## [WHAT YOU WILL DO]
Your answer should consist only of the lines below from the one with "wrist: (540, 392)" through the one with "pinky pip: (517, 298)", copied exactly.

## [MATERIAL FOR THE TASK]
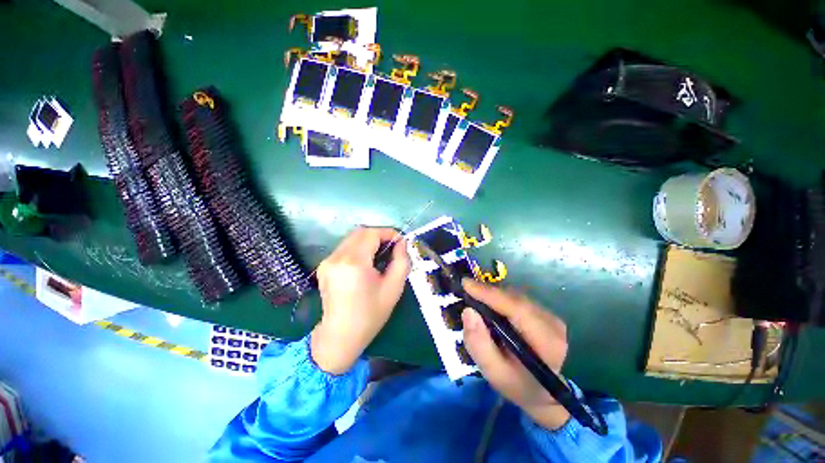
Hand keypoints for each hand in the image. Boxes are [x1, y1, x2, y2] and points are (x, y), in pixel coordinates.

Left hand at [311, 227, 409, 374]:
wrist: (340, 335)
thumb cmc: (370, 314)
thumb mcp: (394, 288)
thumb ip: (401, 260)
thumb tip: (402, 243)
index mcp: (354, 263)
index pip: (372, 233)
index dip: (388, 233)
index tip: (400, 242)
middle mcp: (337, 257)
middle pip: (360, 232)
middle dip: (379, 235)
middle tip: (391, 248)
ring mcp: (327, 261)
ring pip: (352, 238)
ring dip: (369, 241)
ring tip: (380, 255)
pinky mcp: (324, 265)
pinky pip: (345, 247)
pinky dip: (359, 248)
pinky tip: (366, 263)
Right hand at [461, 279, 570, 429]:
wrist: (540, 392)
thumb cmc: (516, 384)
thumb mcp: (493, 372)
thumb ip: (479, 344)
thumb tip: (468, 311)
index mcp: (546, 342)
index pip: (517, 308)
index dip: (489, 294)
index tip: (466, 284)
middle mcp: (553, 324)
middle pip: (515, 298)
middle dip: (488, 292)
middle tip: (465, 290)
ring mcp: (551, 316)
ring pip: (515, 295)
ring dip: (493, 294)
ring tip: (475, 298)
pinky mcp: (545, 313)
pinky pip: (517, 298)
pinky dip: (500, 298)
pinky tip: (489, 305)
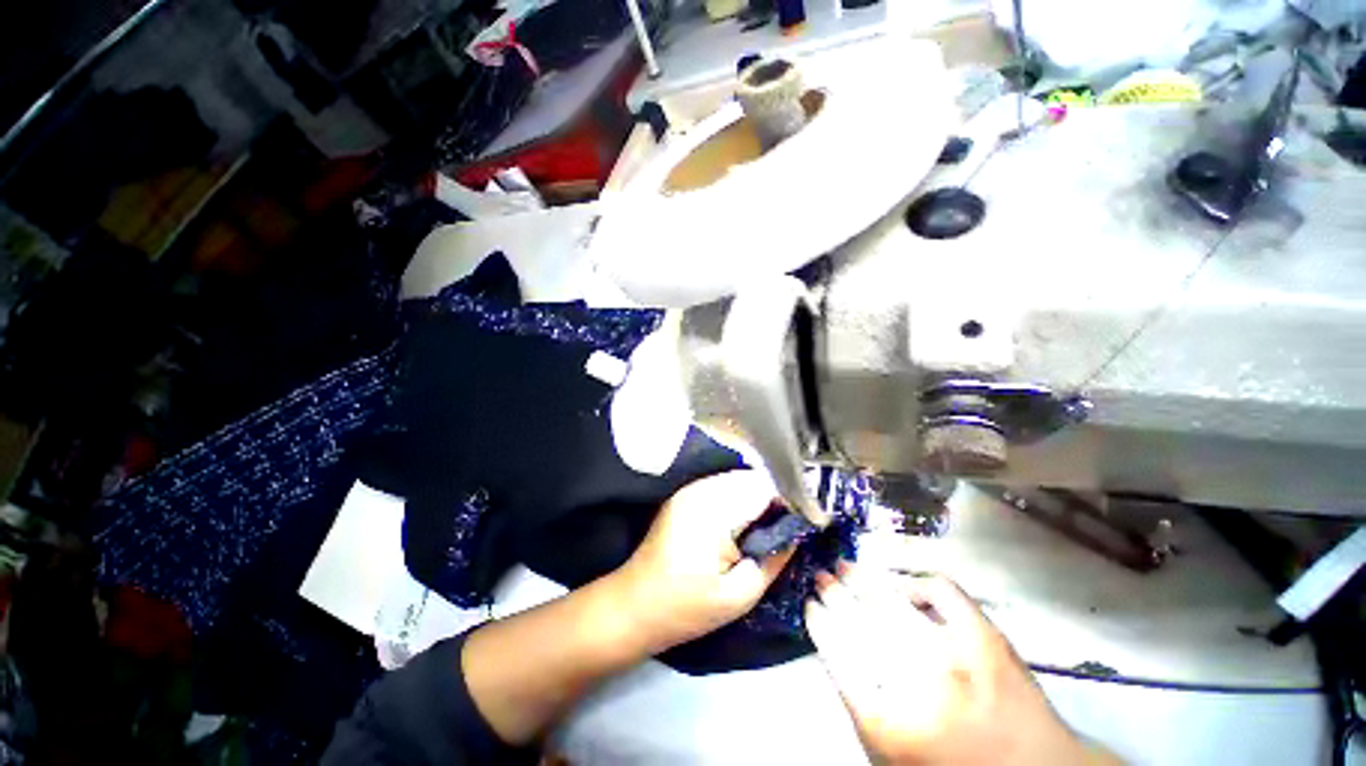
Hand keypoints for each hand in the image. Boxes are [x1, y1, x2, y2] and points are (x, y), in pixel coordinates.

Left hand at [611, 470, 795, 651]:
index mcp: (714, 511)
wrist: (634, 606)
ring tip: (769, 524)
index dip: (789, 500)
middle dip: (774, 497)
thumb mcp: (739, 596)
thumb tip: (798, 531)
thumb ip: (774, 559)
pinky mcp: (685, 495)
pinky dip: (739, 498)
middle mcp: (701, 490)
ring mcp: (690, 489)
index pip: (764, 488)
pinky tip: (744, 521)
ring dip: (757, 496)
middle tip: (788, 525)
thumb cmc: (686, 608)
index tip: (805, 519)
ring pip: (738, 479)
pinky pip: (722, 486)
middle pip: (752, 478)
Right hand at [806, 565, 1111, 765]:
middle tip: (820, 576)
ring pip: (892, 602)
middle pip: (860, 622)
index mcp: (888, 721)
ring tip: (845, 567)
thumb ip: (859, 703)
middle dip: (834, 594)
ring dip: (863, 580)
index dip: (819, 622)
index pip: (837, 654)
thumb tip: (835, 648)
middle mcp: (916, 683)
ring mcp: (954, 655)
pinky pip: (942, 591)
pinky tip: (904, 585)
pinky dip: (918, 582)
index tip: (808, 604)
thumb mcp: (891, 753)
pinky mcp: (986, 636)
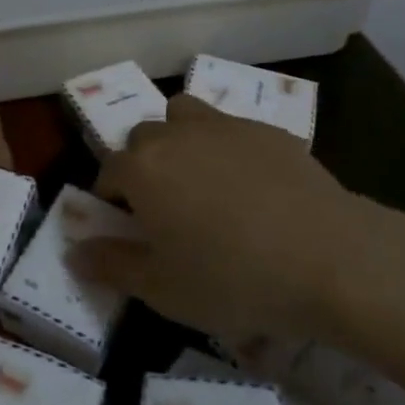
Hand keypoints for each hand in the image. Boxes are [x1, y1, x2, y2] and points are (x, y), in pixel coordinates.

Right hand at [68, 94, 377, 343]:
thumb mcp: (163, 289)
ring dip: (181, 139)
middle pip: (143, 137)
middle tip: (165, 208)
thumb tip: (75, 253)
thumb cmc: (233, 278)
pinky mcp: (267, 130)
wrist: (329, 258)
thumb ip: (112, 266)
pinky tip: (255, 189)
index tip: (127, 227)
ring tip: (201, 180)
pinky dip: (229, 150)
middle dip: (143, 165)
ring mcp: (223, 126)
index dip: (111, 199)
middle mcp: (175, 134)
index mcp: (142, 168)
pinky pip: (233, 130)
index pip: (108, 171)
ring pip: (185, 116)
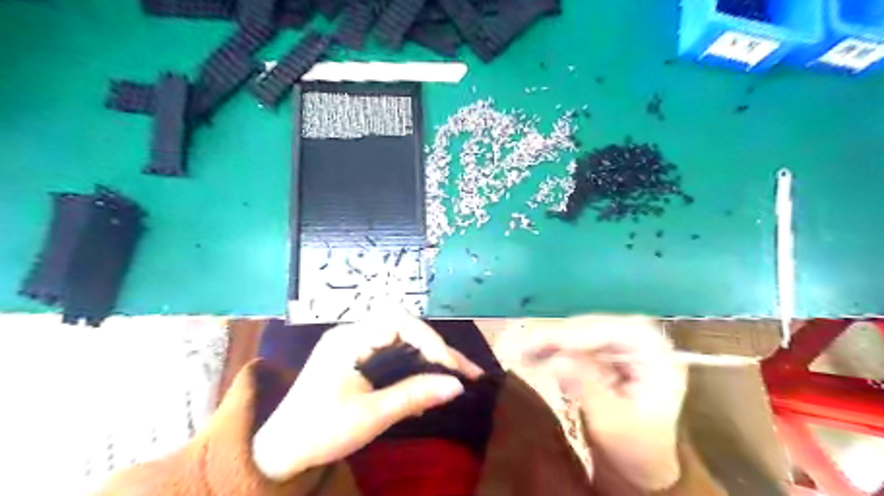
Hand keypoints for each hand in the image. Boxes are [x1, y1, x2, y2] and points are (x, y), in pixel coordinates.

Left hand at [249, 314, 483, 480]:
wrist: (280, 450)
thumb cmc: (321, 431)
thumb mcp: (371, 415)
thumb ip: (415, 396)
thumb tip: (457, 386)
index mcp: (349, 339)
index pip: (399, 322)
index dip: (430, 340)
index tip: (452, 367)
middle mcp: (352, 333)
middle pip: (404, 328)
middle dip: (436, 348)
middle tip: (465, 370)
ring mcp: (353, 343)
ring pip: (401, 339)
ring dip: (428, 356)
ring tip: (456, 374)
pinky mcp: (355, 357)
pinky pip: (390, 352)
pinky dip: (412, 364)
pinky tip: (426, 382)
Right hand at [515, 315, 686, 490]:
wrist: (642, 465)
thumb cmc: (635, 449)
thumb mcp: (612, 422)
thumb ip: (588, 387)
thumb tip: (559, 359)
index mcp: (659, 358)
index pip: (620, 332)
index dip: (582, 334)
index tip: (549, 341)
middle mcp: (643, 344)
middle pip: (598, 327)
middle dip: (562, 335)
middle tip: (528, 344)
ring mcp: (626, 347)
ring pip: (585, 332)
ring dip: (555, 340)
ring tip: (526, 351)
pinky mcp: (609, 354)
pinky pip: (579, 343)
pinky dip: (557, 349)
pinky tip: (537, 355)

## [WRITTEN ANSWER]
wrist: (540, 392)
thumb cmc: (516, 384)
thumb mcp: (493, 372)
thumb ip: (479, 344)
thumb tip: (468, 311)
index mcp: (546, 342)
index pip: (517, 308)
index dip: (489, 294)
index tip: (466, 284)
middle mcp: (553, 324)
middle pip: (515, 298)
middle dip: (488, 292)
middle tip: (465, 290)
ring mcp: (551, 316)
ring pip: (515, 295)
ring dip: (493, 294)
ring tip: (475, 298)
pinky mcp: (545, 313)
pinky pip: (517, 298)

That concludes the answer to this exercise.